Exercise input:
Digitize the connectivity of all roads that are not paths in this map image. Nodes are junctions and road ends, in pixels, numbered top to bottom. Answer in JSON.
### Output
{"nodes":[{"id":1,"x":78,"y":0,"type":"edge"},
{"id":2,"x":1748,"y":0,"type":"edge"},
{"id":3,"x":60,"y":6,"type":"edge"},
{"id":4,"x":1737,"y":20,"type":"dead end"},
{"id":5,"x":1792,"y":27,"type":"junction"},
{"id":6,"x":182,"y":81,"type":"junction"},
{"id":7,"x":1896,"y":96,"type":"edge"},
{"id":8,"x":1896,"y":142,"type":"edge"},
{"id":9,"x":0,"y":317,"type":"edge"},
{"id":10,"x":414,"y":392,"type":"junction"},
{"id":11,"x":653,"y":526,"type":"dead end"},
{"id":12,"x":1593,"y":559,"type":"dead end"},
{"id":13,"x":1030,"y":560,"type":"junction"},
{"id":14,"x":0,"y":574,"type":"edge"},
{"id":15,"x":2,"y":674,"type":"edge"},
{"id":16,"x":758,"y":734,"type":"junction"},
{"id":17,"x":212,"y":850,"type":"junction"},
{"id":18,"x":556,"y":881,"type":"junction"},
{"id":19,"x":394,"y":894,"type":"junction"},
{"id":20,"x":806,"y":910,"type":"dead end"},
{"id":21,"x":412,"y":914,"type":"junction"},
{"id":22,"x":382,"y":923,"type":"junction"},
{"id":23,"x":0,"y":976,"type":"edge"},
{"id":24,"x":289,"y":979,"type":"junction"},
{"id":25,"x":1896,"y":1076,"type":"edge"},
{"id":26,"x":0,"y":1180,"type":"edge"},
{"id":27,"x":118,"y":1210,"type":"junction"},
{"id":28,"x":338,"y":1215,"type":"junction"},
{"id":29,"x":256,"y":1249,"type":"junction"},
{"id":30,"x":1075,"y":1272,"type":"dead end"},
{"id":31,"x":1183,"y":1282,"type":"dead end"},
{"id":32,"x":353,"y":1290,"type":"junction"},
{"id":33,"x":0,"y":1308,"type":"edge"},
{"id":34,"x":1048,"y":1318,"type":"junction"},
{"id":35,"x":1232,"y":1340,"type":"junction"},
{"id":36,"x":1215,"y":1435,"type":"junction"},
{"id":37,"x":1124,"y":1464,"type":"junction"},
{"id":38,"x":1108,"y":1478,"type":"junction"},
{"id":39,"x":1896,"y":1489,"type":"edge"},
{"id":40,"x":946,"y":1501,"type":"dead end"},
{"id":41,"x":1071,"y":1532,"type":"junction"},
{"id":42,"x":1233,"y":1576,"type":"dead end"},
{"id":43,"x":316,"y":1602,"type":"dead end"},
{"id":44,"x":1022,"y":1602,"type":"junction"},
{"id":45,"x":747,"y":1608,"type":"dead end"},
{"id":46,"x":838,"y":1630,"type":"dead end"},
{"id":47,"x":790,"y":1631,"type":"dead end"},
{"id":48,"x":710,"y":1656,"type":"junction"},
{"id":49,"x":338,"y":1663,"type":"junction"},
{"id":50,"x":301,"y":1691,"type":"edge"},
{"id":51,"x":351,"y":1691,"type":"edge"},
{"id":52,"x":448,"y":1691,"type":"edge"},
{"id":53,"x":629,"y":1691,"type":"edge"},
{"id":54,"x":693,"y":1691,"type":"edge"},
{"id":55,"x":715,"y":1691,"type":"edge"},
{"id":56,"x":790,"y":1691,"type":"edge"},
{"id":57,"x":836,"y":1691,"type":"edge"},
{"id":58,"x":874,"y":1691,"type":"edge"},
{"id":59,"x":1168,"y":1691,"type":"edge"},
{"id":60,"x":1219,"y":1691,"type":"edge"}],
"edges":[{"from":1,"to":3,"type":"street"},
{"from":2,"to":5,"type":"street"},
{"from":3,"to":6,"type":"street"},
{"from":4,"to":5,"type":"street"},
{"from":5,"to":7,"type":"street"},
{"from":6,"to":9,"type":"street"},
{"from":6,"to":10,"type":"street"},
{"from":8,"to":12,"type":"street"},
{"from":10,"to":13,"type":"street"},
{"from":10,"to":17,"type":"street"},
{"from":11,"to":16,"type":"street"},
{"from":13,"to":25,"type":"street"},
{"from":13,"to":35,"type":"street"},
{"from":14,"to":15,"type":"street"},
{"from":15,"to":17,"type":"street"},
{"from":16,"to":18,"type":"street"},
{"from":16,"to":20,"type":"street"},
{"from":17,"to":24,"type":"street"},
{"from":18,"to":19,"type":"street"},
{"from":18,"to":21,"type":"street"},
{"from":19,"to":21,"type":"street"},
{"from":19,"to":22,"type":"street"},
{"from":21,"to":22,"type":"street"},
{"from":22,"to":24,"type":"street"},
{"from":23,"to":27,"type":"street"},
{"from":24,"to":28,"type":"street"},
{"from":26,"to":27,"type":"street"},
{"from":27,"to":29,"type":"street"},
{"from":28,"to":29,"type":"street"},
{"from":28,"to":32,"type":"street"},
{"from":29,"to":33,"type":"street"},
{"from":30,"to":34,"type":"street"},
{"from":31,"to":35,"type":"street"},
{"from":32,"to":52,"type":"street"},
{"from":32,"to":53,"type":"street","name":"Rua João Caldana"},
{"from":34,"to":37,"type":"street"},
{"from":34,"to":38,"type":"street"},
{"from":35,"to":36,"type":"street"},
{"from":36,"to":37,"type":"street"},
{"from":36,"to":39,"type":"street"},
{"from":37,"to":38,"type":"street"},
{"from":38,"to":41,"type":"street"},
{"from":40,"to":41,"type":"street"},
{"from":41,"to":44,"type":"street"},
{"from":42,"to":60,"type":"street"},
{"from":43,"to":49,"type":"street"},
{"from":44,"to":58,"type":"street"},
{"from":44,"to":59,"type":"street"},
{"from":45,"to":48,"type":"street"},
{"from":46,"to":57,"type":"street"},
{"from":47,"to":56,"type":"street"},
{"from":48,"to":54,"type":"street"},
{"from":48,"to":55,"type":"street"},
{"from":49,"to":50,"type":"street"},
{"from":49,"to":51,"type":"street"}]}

Requirement:
Go through the listing and print each line exactly as it appears.

Result of the task:
Digitize the connectivity of all roads that are not paths in this map image. Nodes are junctions and road ends, in pixels, numbered top to bottom. Answer in JSON.
### Output
{"nodes":[{"id":1,"x":78,"y":0,"type":"edge"},
{"id":2,"x":1748,"y":0,"type":"edge"},
{"id":3,"x":60,"y":6,"type":"edge"},
{"id":4,"x":1737,"y":20,"type":"dead end"},
{"id":5,"x":1792,"y":27,"type":"junction"},
{"id":6,"x":182,"y":81,"type":"junction"},
{"id":7,"x":1896,"y":96,"type":"edge"},
{"id":8,"x":1896,"y":142,"type":"edge"},
{"id":9,"x":0,"y":317,"type":"edge"},
{"id":10,"x":414,"y":392,"type":"junction"},
{"id":11,"x":653,"y":526,"type":"dead end"},
{"id":12,"x":1593,"y":559,"type":"dead end"},
{"id":13,"x":1030,"y":560,"type":"junction"},
{"id":14,"x":0,"y":574,"type":"edge"},
{"id":15,"x":2,"y":674,"type":"edge"},
{"id":16,"x":758,"y":734,"type":"junction"},
{"id":17,"x":212,"y":850,"type":"junction"},
{"id":18,"x":556,"y":881,"type":"junction"},
{"id":19,"x":394,"y":894,"type":"junction"},
{"id":20,"x":806,"y":910,"type":"dead end"},
{"id":21,"x":412,"y":914,"type":"junction"},
{"id":22,"x":382,"y":923,"type":"junction"},
{"id":23,"x":0,"y":976,"type":"edge"},
{"id":24,"x":289,"y":979,"type":"junction"},
{"id":25,"x":1896,"y":1076,"type":"edge"},
{"id":26,"x":0,"y":1180,"type":"edge"},
{"id":27,"x":118,"y":1210,"type":"junction"},
{"id":28,"x":338,"y":1215,"type":"junction"},
{"id":29,"x":256,"y":1249,"type":"junction"},
{"id":30,"x":1075,"y":1272,"type":"dead end"},
{"id":31,"x":1183,"y":1282,"type":"dead end"},
{"id":32,"x":353,"y":1290,"type":"junction"},
{"id":33,"x":0,"y":1308,"type":"edge"},
{"id":34,"x":1048,"y":1318,"type":"junction"},
{"id":35,"x":1232,"y":1340,"type":"junction"},
{"id":36,"x":1215,"y":1435,"type":"junction"},
{"id":37,"x":1124,"y":1464,"type":"junction"},
{"id":38,"x":1108,"y":1478,"type":"junction"},
{"id":39,"x":1896,"y":1489,"type":"edge"},
{"id":40,"x":946,"y":1501,"type":"dead end"},
{"id":41,"x":1071,"y":1532,"type":"junction"},
{"id":42,"x":1233,"y":1576,"type":"dead end"},
{"id":43,"x":316,"y":1602,"type":"dead end"},
{"id":44,"x":1022,"y":1602,"type":"junction"},
{"id":45,"x":747,"y":1608,"type":"dead end"},
{"id":46,"x":838,"y":1630,"type":"dead end"},
{"id":47,"x":790,"y":1631,"type":"dead end"},
{"id":48,"x":710,"y":1656,"type":"junction"},
{"id":49,"x":338,"y":1663,"type":"junction"},
{"id":50,"x":301,"y":1691,"type":"edge"},
{"id":51,"x":351,"y":1691,"type":"edge"},
{"id":52,"x":448,"y":1691,"type":"edge"},
{"id":53,"x":629,"y":1691,"type":"edge"},
{"id":54,"x":693,"y":1691,"type":"edge"},
{"id":55,"x":715,"y":1691,"type":"edge"},
{"id":56,"x":790,"y":1691,"type":"edge"},
{"id":57,"x":836,"y":1691,"type":"edge"},
{"id":58,"x":874,"y":1691,"type":"edge"},
{"id":59,"x":1168,"y":1691,"type":"edge"},
{"id":60,"x":1219,"y":1691,"type":"edge"}],
"edges":[{"from":1,"to":3,"type":"street"},
{"from":2,"to":5,"type":"street"},
{"from":3,"to":6,"type":"street"},
{"from":4,"to":5,"type":"street"},
{"from":5,"to":7,"type":"street"},
{"from":6,"to":9,"type":"street"},
{"from":6,"to":10,"type":"street"},
{"from":8,"to":12,"type":"street"},
{"from":10,"to":13,"type":"street"},
{"from":10,"to":17,"type":"street"},
{"from":11,"to":16,"type":"street"},
{"from":13,"to":25,"type":"street"},
{"from":13,"to":35,"type":"street"},
{"from":14,"to":15,"type":"street"},
{"from":15,"to":17,"type":"street"},
{"from":16,"to":18,"type":"street"},
{"from":16,"to":20,"type":"street"},
{"from":17,"to":24,"type":"street"},
{"from":18,"to":19,"type":"street"},
{"from":18,"to":21,"type":"street"},
{"from":19,"to":21,"type":"street"},
{"from":19,"to":22,"type":"street"},
{"from":21,"to":22,"type":"street"},
{"from":22,"to":24,"type":"street"},
{"from":23,"to":27,"type":"street"},
{"from":24,"to":28,"type":"street"},
{"from":26,"to":27,"type":"street"},
{"from":27,"to":29,"type":"street"},
{"from":28,"to":29,"type":"street"},
{"from":28,"to":32,"type":"street"},
{"from":29,"to":33,"type":"street"},
{"from":30,"to":34,"type":"street"},
{"from":31,"to":35,"type":"street"},
{"from":32,"to":52,"type":"street"},
{"from":32,"to":53,"type":"street","name":"Rua João Caldana"},
{"from":34,"to":37,"type":"street"},
{"from":34,"to":38,"type":"street"},
{"from":35,"to":36,"type":"street"},
{"from":36,"to":37,"type":"street"},
{"from":36,"to":39,"type":"street"},
{"from":37,"to":38,"type":"street"},
{"from":38,"to":41,"type":"street"},
{"from":40,"to":41,"type":"street"},
{"from":41,"to":44,"type":"street"},
{"from":42,"to":60,"type":"street"},
{"from":43,"to":49,"type":"street"},
{"from":44,"to":58,"type":"street"},
{"from":44,"to":59,"type":"street"},
{"from":45,"to":48,"type":"street"},
{"from":46,"to":57,"type":"street"},
{"from":47,"to":56,"type":"street"},
{"from":48,"to":54,"type":"street"},
{"from":48,"to":55,"type":"street"},
{"from":49,"to":50,"type":"street"},
{"from":49,"to":51,"type":"street"}]}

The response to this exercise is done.